Отступление. «Le Rouge et le Noir»

   События «Красного и чёрного» Стендаль демонстративно датировал 1830 годом, в конце которого роман вышел в свет. Роман предстал, таким образом, как синхронный, как бы мгновенный образ события, «незавершённая современность» (так будет М. М. Бахтин определять предмет романа как жанра). Торжествующая современность в лице романа завладевала искусством слова – сквозь Пушкина этот общеевропейский процесс проходил тоже. «Онегин» возник как роман в стихах, но «Пиковую Даму» мы романом не называем. Между тем материал и пафос фантастической светской повести – близкая современность; из завершённого пушкинского это, кажется, единственный столь синхронно современный сюжет – «незавершённая современность». «В „Пиковой Даме“ скрыт крайне сжатый роман (…) Внутренняя форма „Пиковой Дамы“ в духе романа, но во внешней форме роман не осуществлён».[186] Личная история Германна закрыта 17–м нумером Обуховской больницы, литературная история образа открыта в сторону будущего, когда его назовёт (в «Подростке») «колоссальным лицом» Достоевский; так вырастет он в значении для будущего художника. Но современная открытая история стоит в романе—повести на плечах уходящей истории прошлого века и отживающих поколений и является в эстетическом сопоставлении с ней – и эстетически проигрывает в этом сопоставлении. То же соотношение времён и подобный же эстетический результат – в романе Стендаля на фоне героических времён революции и наполеоновских лет – для героя – и на фоне мечтательно—романтического XV века – для аристократической его подруги в Париже.

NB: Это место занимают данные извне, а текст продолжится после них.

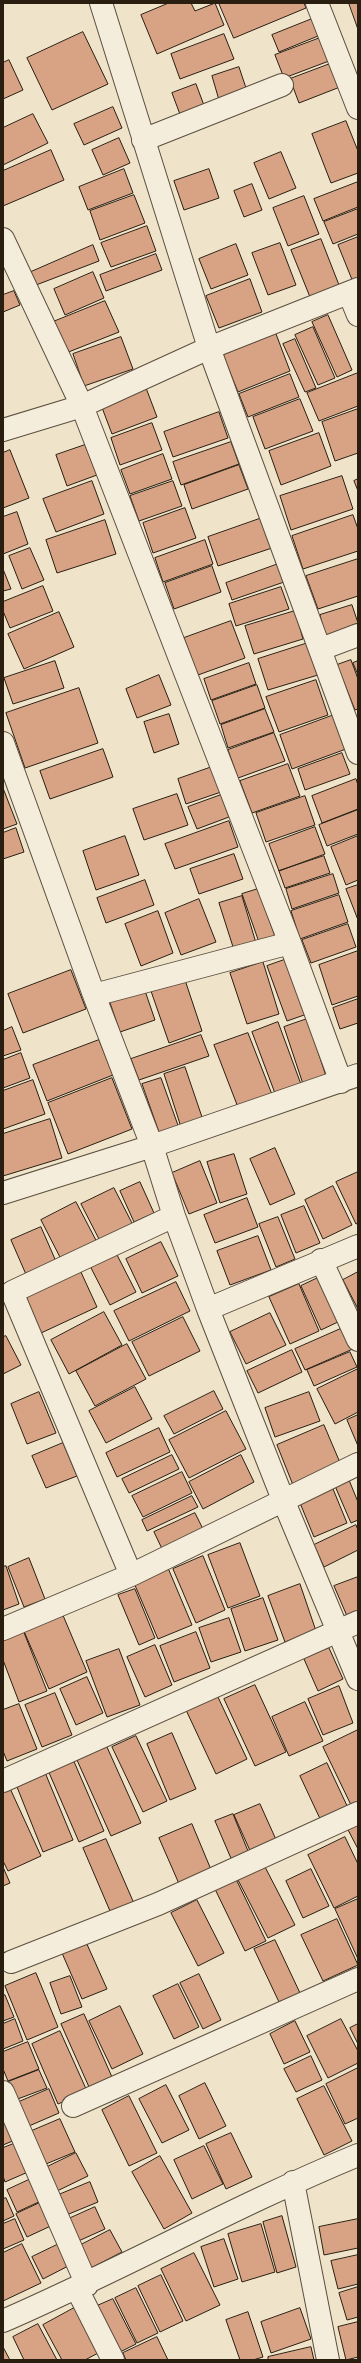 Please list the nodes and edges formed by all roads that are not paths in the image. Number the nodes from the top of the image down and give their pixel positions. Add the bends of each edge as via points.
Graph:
1 (101, 3) edge
2 (317, 3) edge
3 (282, 86) dead end
4 (358, 108) edge
5 (143, 140) junction
6 (3, 239) edge
7 (354, 291) edge
8 (358, 315) edge
9 (208, 348) junction
10 (82, 406) junction
11 (3, 430) edge
12 (358, 635) edge
13 (321, 649) junction
14 (3, 744) edge
15 (358, 753) edge
16 (290, 943) junction
17 (94, 995) junction
18 (350, 1078) edge
19 (152, 1146) junction
20 (3, 1193) edge
21 (174, 1216) junction
22 (358, 1246) edge
23 (321, 1260) junction
24 (208, 1308) junction
25 (358, 1340) edge
26 (358, 1464) edge
27 (284, 1502) junction
28 (131, 1575) junction
29 (358, 1622) edge
30 (3, 1629) edge
31 (338, 1631) junction
32 (358, 1679) edge
33 (3, 1781) edge
34 (358, 1813) edge
35 (11, 1962) dead end
36 (358, 1979) edge
37 (3, 2092) edge
38 (73, 2106) dead end
39 (358, 2155) edge
40 (293, 2182) junction
41 (82, 2287) junction
42 (3, 2321) edge
43 (113, 2360) edge
44 (328, 2360) edge

1 - 5 street
2 - 4 street
3 - 5 street
5 - 9 street
6 - 10 street
7 - 8 street
7 - 9 street
9 - 10 street
9 - 13 street
10 - 11 street
10 - 16 street
12 - 13 street
13 - 15 street
14 - 17 street
16 - 17 street
16 - 18 street
17 - 19 street
18 - 19 street
19 - 20 street
19 - 21 street
21 - 24 street
21 - 28 street via 12,1292
22 - 23 street
23 - 24 street
23 - 25 street
24 - 27 street
26 - 27 street
27 - 28 street
27 - 31 street
28 - 30 street
29 - 31 street
31 - 32 street
31 - 33 street
34 - 35 street via 158,1904
36 - 38 street
37 - 41 street
39 - 40 street
40 - 41 street
40 - 44 street
41 - 42 street
41 - 43 street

   Пушкин в мае 1831 г. «умолял» Е. М. Хитрово быстрее прислать ему второй том «de rouge et noir», которым он восхищён («J'en suis enchante») (XIV, 166).[187] Столь же мгновенное, синхронное впечатление, сколь мгновенно незавершённая современность перешла у Стендаля в роман. О возможном отражении мотивов «Красного и чёрного» в «Пиковой Даме» можно только гадать – и пушкинисты гадают, в том числе о связи символов азартной игры в обоих названиях. Связь очевидная, оба названия говорят о большой игре, в которую два героя вступили в своей современности и со своей современностью. Но стендалев—ское заглавие символически отрешено от сюжета романа, в котором никакой рулетки и никакой азартной игры нет в сюжете даже метафорически. Современность Стендаля и самая игра—борьба его героя гораздо более прямо и обнажённо социальная, и рулеточные символы соответственно расшифровываются толкователями достаточно условно как цвета героической истории прошлого и клерикальной реакции в современности. Пушкинское заглавие прямо связано с механизмом игры и через него ведёт к философскому средоточию действия. Игра—борьба Жюльена Сореля – с обществом, у Германна – с самою жизнью. Пушкинский сюжет – несравнимо более исторически скромный, камерный («маленькая философия истории»), и экзистенциально более углублённый. «Стендаль в „Rouge et Noir“ рассказал одну из этих подражательных вихревых биографий» – это сказано в упоминавшейся уже статье Мандельштама о наполеоновской биографии как образце в истории европейского романа.[188] Так ярко сказано о романе Стендаля, не о «Пиковой Даме», но неожиданно вихревой в границах пушкинского сюжета окажется и мгновенная литературная биография Германна.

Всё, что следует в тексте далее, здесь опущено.